In a perfect world... spammers would get caught, go to jail, and share a cell with many men who have enlarged their penises, taken Viagra and are looking for a new relationship.
Which one did you download? Last time I installed debian it was with the new Debian-installer Beta4 (haven't had to try the Test Candidate 1 yet, since I have a nice working system now).
Leech
Wah! Wah!
In a perfect world... spammers would get caught, go to jail, and share a cell with many men who have enlarged their penises, taken Viagra and are looking for a new relationship.
Suse 9.1. So badly borked it doesn't take keyboard commands and KDE isn't properly loaded. Theres conflicts with the floppy and Audigy 2. Strange 9 worked like a dream.
Chief Lemon Buyer no more Linux sucks but not as much
Weather nut and sad git.
SuSe has always been kind of flakey for me... Not sure why... Actually I think the system I had installed it on before (this was with 7.2 and 7.3) it had a bad SCSI cable... but that's just a guess... it'd work fine for a while, then it'd give Disk I/O errors...
Debian has always been really rock solid though, even though I run 'unstable'
Leech
Wah! Wah!
In a perfect world... spammers would get caught, go to jail, and share a cell with many men who have enlarged their penises, taken Viagra and are looking for a new relationship.
I know that. And actually it's mostly "unstable" because of Debian's testing scale. A new package has to be in 'unstable' for 10 days before it can get filtered into Testing (at least I'm pretty sure it's 10 days). If it is proven to have problems, then it stays out of Testing and then when a new package revision or application revision comes out, it'll be in a 10 day testing period again... And eventuallly the testing section gets a feature freeze (I think this already happened a while ago, which is why Gnome 2.6 is still in unstable, but Gnome 2.4 is what is in testing.) After all the release critical bugs are fixed, then theoretically Sarge will be released (I think as Debian 3.1, but I am not positive on that... I would think Debian 4.0 would make more sense, since there is so much different with Woody (i.e. Kernel 2.6, new glibc, etc.)
Anyone know what version number it'll be? Personally I think that with Debian, it'd be kind of cool just to get rid of the version numbers but that would confuse new users... but of course, most new users to linux wouldn't get debian anyway....

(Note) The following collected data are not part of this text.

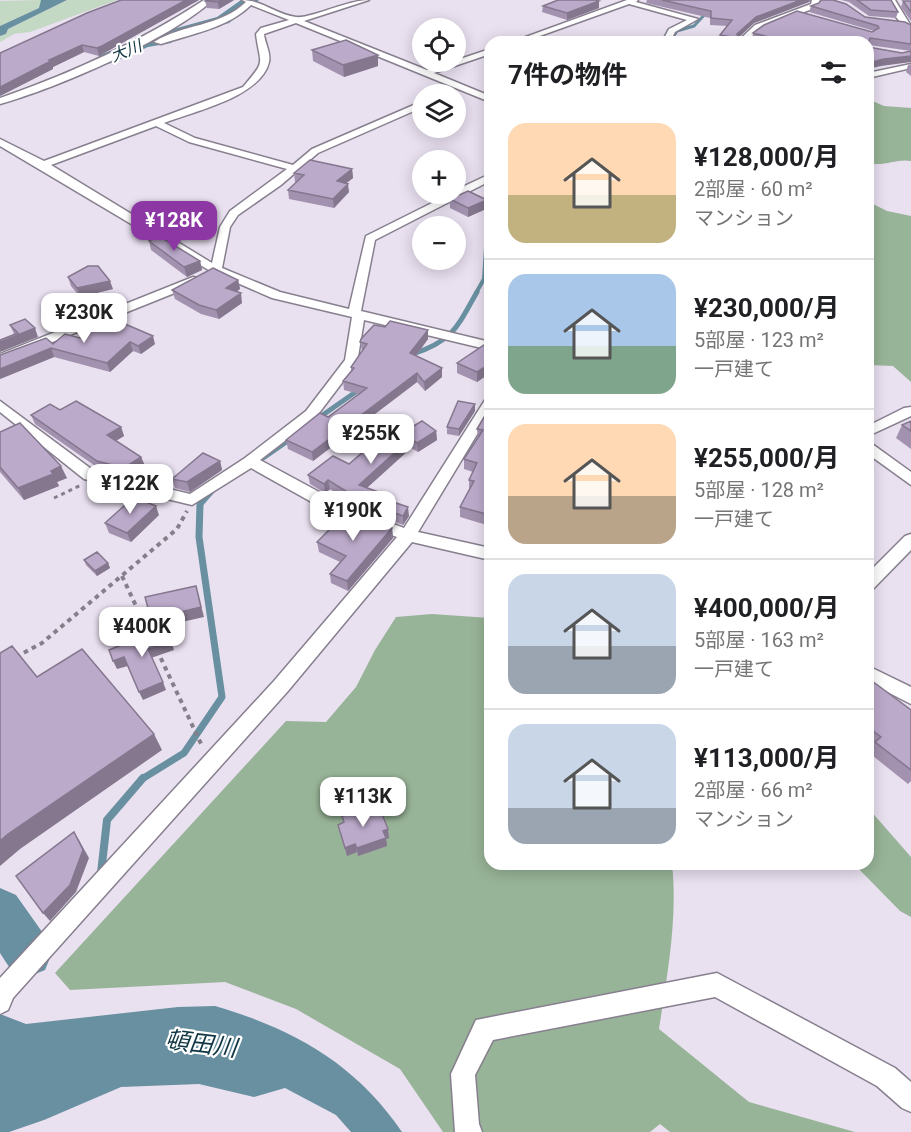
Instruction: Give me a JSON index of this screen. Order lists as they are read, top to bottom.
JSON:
{
  "water": ["大川", "頓田川"],
  "page": {
    "map_buttons": ["+", "−"],
    "heading": "7件の物件",
    "list": [
      {
        "name": "¥128,000/月",
        "note": "2部屋 · 60 m² · マンション"
      },
      {
        "name": "¥230,000/月",
        "note": "5部屋 · 123 m² · 一戸建て"
      },
      {
        "name": "¥255,000/月",
        "note": "5部屋 · 128 m² · 一戸建て"
      },
      {
        "name": "¥400,000/月",
        "note": "5部屋 · 163 m² · 一戸建て"
      },
      {
        "name": "¥113,000/月",
        "note": "2部屋 · 66 m² · マンション"
      }
    ],
    "price": [
      "¥128K",
      "¥230K",
      "¥255K",
      "¥122K",
      "¥190K",
      "¥400K",
      "¥113K"
    ]
  }
}
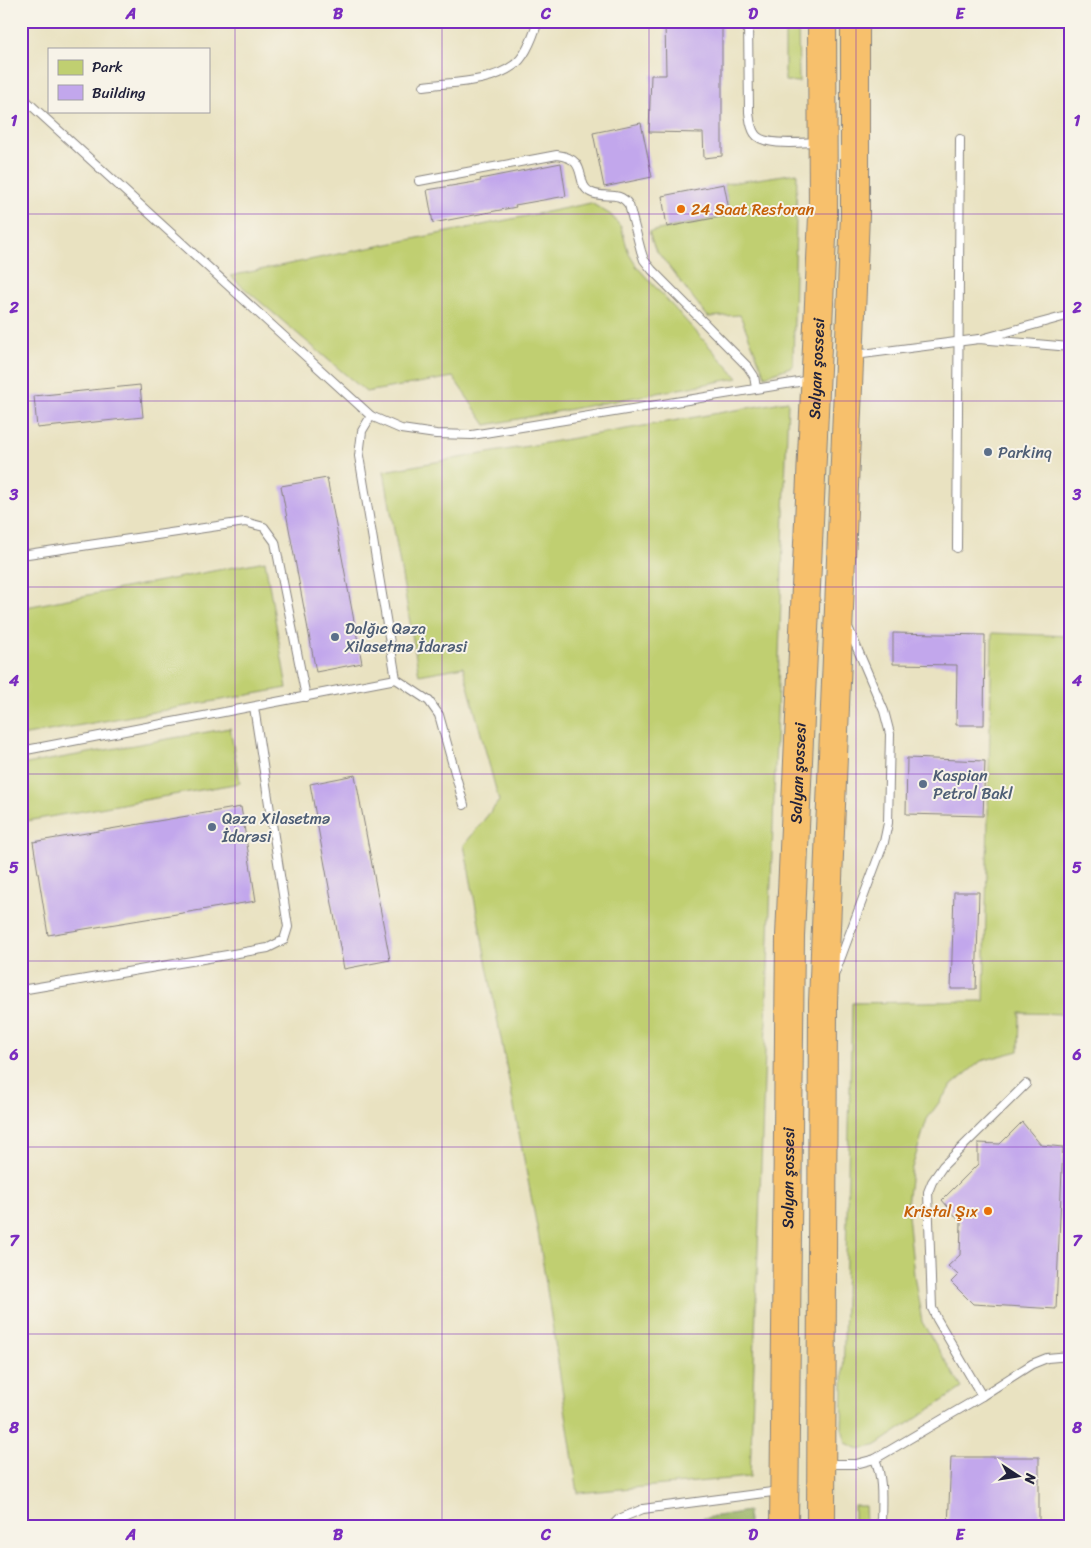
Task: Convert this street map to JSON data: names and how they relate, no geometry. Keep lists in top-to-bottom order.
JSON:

And I don't think really that the official word from the Debian project is that it's naming scheme is off of the API.... Since 'unstable' has the newest STABLE API of GTK+ (2.4.x)..... Probably, they should change the name to 'untested' it'd make a lot more sense... BUT, I'm not part of the Debian Project, and I certainly don't want to start up THAT debate again on any of the mailing lists.... But that naming would make more sense AND could quite possibly get more people to try Debian Sid as their Desktop rather than Sarge or Woody...
Leech
Wah! Wah!
In a perfect world... spammers would get caught, go to jail, and share a cell with many men who have enlarged their penises, taken Viagra and are looking for a new relationship.
Funny thing I re-installed version 9.1 and it worked.
Another funny thing at work I updated the promise controllers bios and that killed Suse 9.1. It started looking for a drive that it wasn't installed on and had a kernal panic.
Chief Lemon Buyer no more Linux sucks but not as much
Weather nut and sad git.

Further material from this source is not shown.